De plus, tous les acteurs, hommes et femmes, étaient d'une beauté frappante, et chacun déployait un talent d'acteur qui vous hapait dans l'histoire.
L'eau provenait sans doute de la magie, mais dans la scène où le navire du prince est pris dans la tempête, un vrai bateau flottait en l'air, balloté de tous côtés, de quoi m'écarquiller les yeux.
Tout, absolument tout, était un théâtre impossible sur Terre, né de l'altérité de ce monde.
Bien sûr, côté machinerie de scène et finesse technique, la Terre est peut-être au-dessus, mais ici la magie résout tout comme si de rien n'était. La science n'a plus qu'à bien se tenir.
Ce qui m'émut encore plus, alors que j'étais déjà en pleurs depuis le début, c'est que La Petite Sirène se termina en happy end.
La Petite Sirène de Dis○ey finit bien aussi, mais là, pas d'aventure épique : juste une belle histoire où les deux finissent ensemble.
À la fin, entre le jeu des acteurs, la mise en scène magique et la force de l'histoire, je pleurai sans pouvoir m'en empêcher.
« C-c'était… une belle histoire… »
« Haha. T'as tant aimé que t'en pleures ! »
Même me voyant chialer comme un gosse, Al ne me posa qu'un regard chaleureux, sans la moindre moquerie.
Ahaha, faut bien évacuer les toxines du corps de temps en temps ! … C'est des excuses, ça.
Mais pleurer d'émotion, c'est quand même mieux que de tristesse. Ceci dit, mon corps qui fonce en diagonale au-dessus de mon imagination me fait pleurer sans arrêt, ces temps-ci !

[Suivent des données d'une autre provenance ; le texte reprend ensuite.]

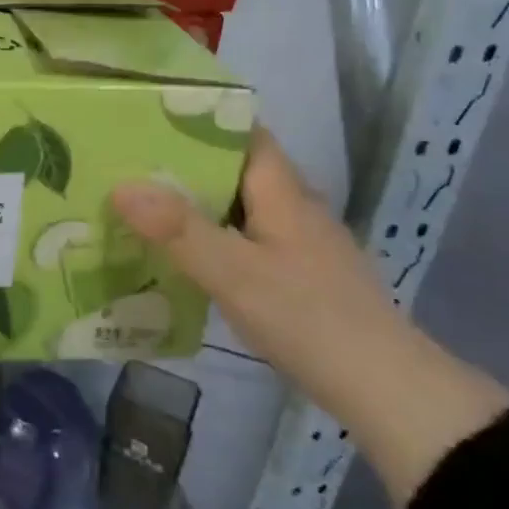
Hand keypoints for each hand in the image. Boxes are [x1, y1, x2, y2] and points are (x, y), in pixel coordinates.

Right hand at [111, 127, 508, 508]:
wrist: (387, 391)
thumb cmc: (307, 318)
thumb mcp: (233, 273)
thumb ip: (177, 229)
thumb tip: (122, 185)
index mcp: (284, 192)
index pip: (245, 134)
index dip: (202, 119)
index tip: (152, 118)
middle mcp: (297, 207)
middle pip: (239, 169)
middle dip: (188, 164)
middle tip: (131, 164)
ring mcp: (304, 244)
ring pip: (243, 206)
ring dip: (199, 202)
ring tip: (146, 205)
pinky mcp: (304, 276)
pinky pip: (250, 238)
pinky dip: (216, 236)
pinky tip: (187, 255)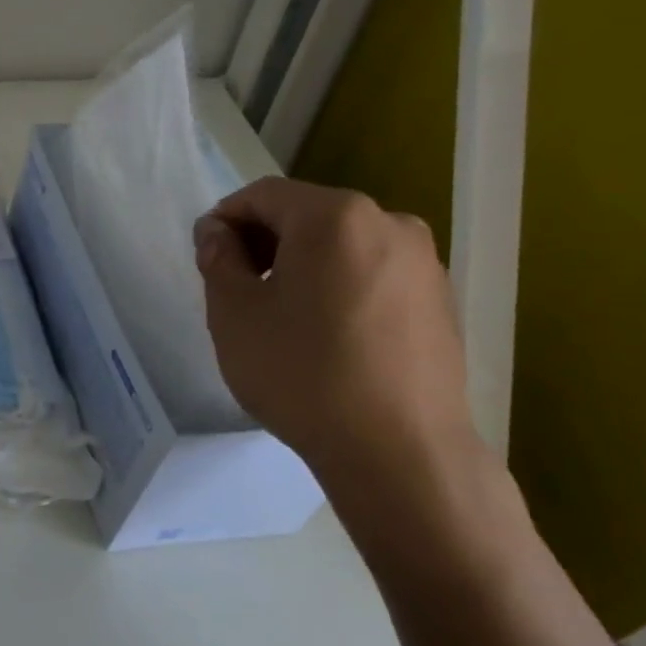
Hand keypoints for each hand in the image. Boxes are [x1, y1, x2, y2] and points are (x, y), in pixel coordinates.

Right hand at [194, 177, 473, 483]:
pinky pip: (372, 274)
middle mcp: (389, 222)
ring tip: (280, 315)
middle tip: (235, 288)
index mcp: (335, 217)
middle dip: (262, 241)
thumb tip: (218, 234)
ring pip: (341, 245)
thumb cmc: (301, 373)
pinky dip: (337, 286)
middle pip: (306, 215)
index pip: (263, 195)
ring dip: (300, 265)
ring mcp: (423, 262)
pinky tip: (324, 335)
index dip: (224, 218)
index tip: (205, 257)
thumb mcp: (234, 314)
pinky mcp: (439, 300)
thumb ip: (218, 259)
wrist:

Peu importe, c'était une histoire vraiment émouvante, tant mieux !
[Compétence « Jeu d'acteur » acquise]
Noooooooooooooooooooooooon !!
Mon émotion vient de se transformer en tristesse en un instant !!
Mon corps me harcèle vraiment l'esprit !? Est-ce que je suis détesté même par mon propre corps ? Toi seul en qui j'avais confiance… mon corps !

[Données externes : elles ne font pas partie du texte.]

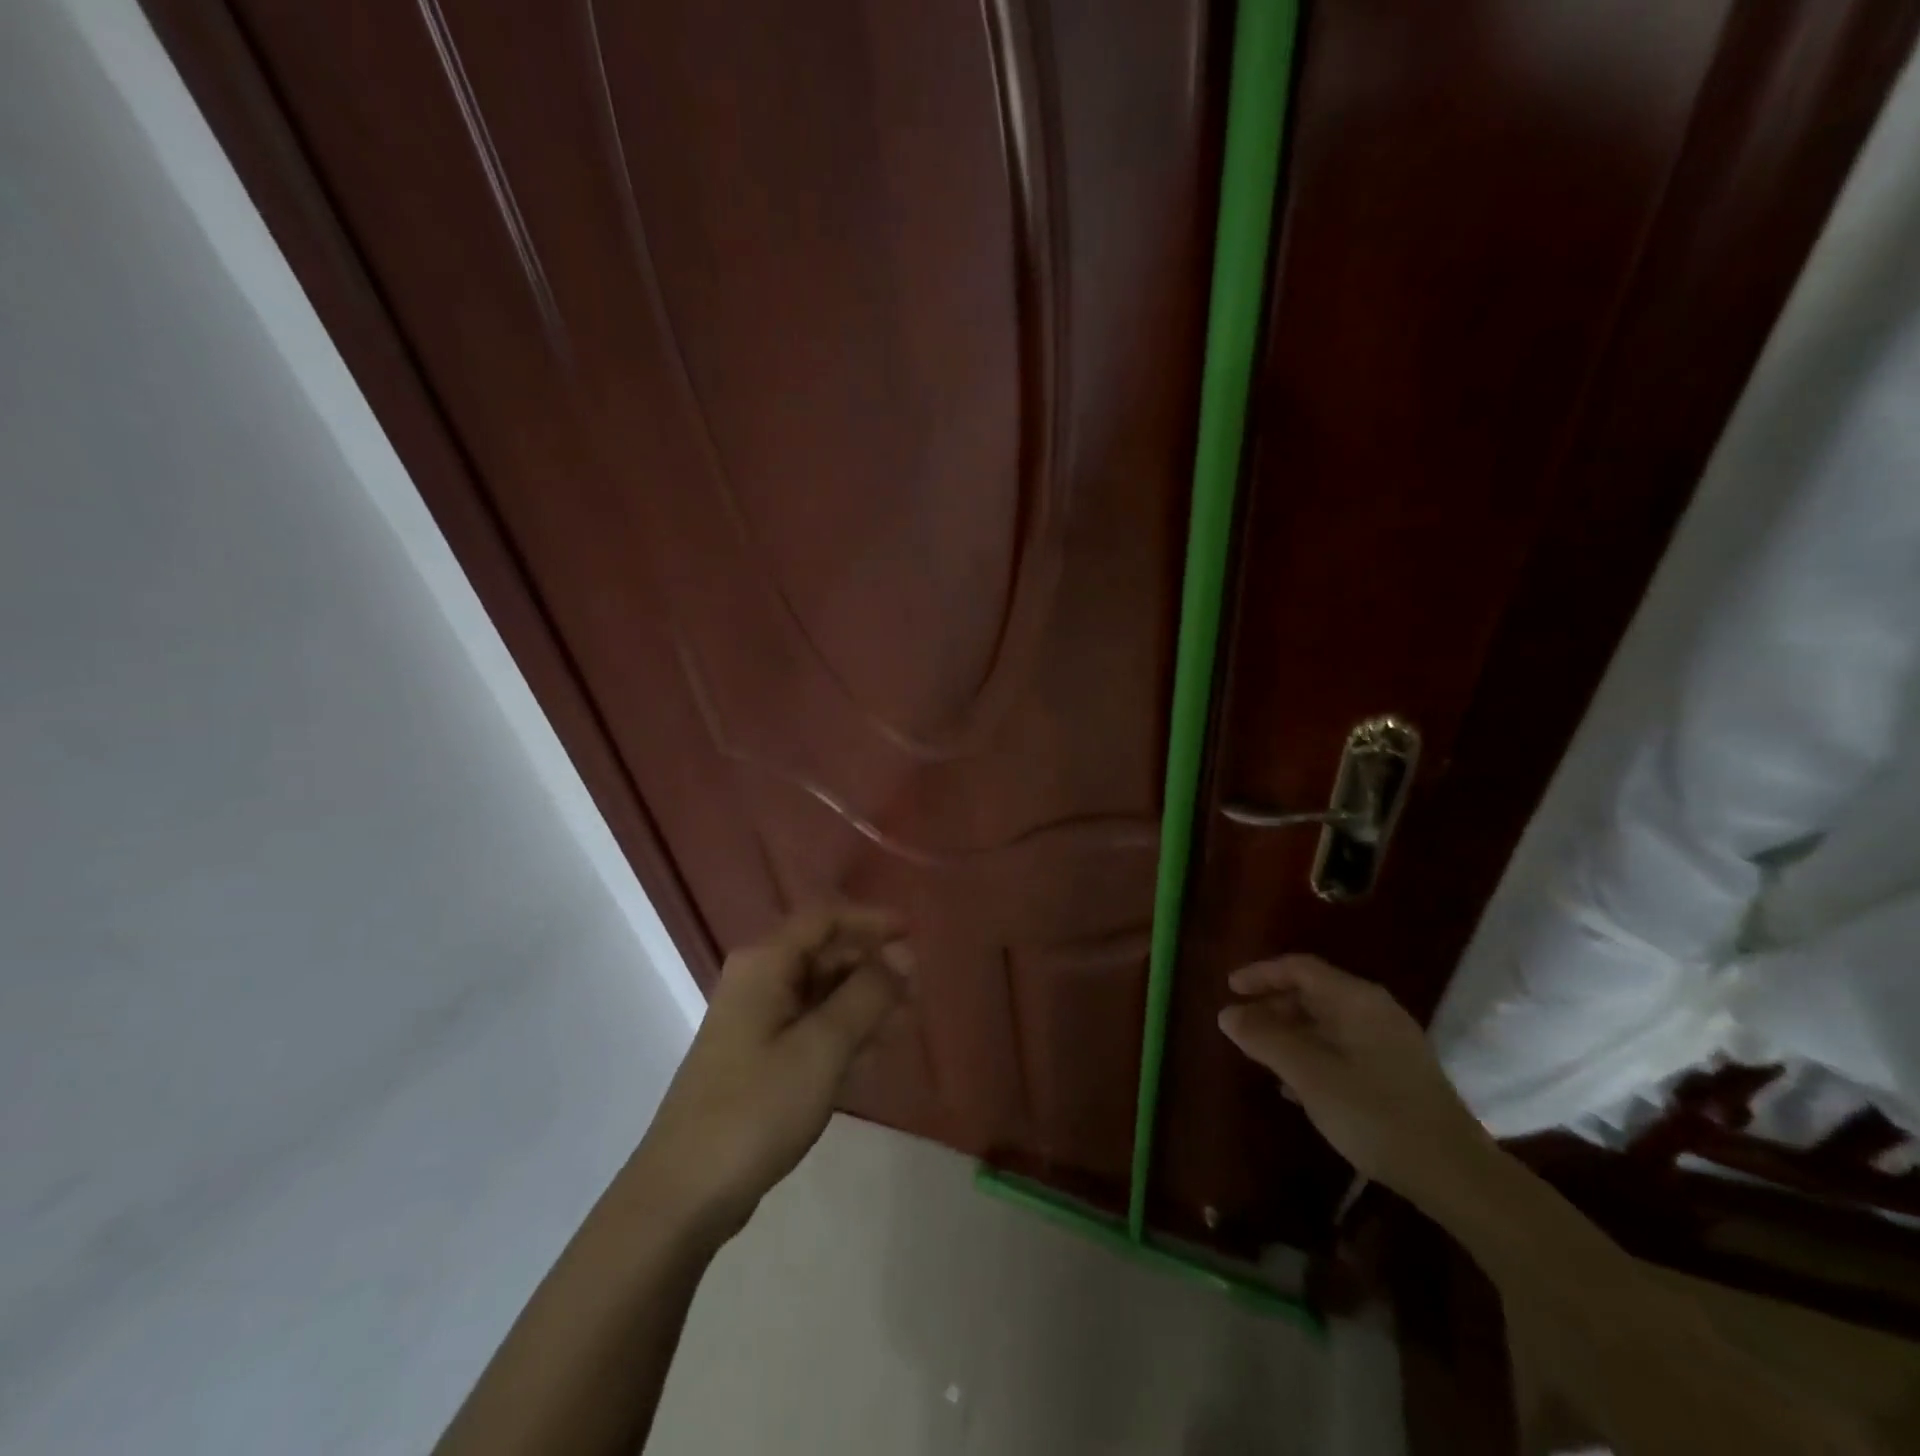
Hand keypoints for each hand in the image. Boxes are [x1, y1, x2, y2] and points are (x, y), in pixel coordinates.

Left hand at [631, 907, 909, 1246]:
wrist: (684, 1194)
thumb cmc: (756, 1108)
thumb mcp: (822, 1047)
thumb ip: (867, 994)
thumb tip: (902, 954)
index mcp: (765, 964)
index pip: (825, 919)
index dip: (871, 921)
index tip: (914, 934)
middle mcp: (758, 981)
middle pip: (824, 954)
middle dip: (872, 966)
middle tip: (918, 989)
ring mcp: (755, 1021)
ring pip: (821, 993)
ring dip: (864, 1001)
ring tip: (906, 1021)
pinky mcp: (758, 1058)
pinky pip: (810, 1027)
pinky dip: (844, 1031)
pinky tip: (874, 1053)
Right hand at [1216, 955, 1491, 1202]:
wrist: (1455, 1175)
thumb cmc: (1375, 1113)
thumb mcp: (1309, 1074)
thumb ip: (1265, 1040)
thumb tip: (1227, 1014)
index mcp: (1356, 1000)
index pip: (1300, 968)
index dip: (1261, 974)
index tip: (1230, 990)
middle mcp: (1375, 1012)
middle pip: (1313, 993)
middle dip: (1272, 1007)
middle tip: (1240, 1028)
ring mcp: (1389, 1043)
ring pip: (1326, 1024)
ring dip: (1290, 1034)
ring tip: (1260, 1056)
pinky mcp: (1397, 1074)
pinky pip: (1342, 1049)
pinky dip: (1312, 1055)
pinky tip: (1295, 1086)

On peut dire sans exagération que je suis dénué de droits humains vis-à-vis de mon corps.
« Dis, y a d'autres pièces que La Petite Sirène d'aujourd'hui ? »
« Bien sûr. Y a "Cendrillon", "Blanche-Neige"… »

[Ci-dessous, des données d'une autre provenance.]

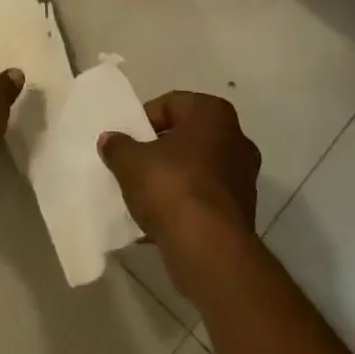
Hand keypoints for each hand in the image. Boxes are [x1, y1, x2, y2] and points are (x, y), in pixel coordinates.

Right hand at [99, 91, 259, 255]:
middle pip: (188, 136)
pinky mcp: (244, 211)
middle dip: (162, 149)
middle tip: (136, 163)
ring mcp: (244, 177)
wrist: (209, 249)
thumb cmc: (171, 187)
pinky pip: (207, 197)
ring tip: (146, 195)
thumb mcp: (131, 162)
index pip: (171, 104)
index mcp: (213, 113)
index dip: (145, 120)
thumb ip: (118, 146)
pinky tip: (162, 220)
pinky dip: (187, 203)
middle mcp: (236, 138)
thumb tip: (110, 140)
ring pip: (199, 168)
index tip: (128, 140)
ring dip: (175, 177)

Non mais franchement, retenez-vous, les héros. Jusqu'où comptez-vous propager la culture terrienne.
Puisque ça vient de héros japonais, pays de la sous-culture, j'ai peur qu'on finisse par avoir des mangas et des animes…
« Ce que je viens de dire, ce sont des histoires apportées par des héros d'autres mondes comme La Petite Sirène, mais il y a aussi des pièces originales de ce monde, comme "L'Épouse et la Maîtresse ~Drame passionnel fou~" ou "L'Amant en Force". »
Ils pouvaient pas faire des titres un peu plus corrects !? C'est grave quand même !?
Au contraire, ça donne envie de voir ce que c'est !
Je me dis que monter des histoires terriennes, c'était la bonne idée. C'est quoi, "L'Amant en Force" ? Quel genre de mise en scène magique ils font…
L'autre monde fonce en diagonale au-dessus de mon imagination, encore plus que mon corps.
« Tant pis. On reviendra voir une autre pièce. »
Puisque j'avais sincèrement trouvé la pièce intéressante, je le dis à Al, qui s'écarquilla un instant les yeux avant de hocher la tête, ravie.
Ainsi, après avoir déjeuné ensemble, notre rendez-vous se termina par notre retour à l'auberge.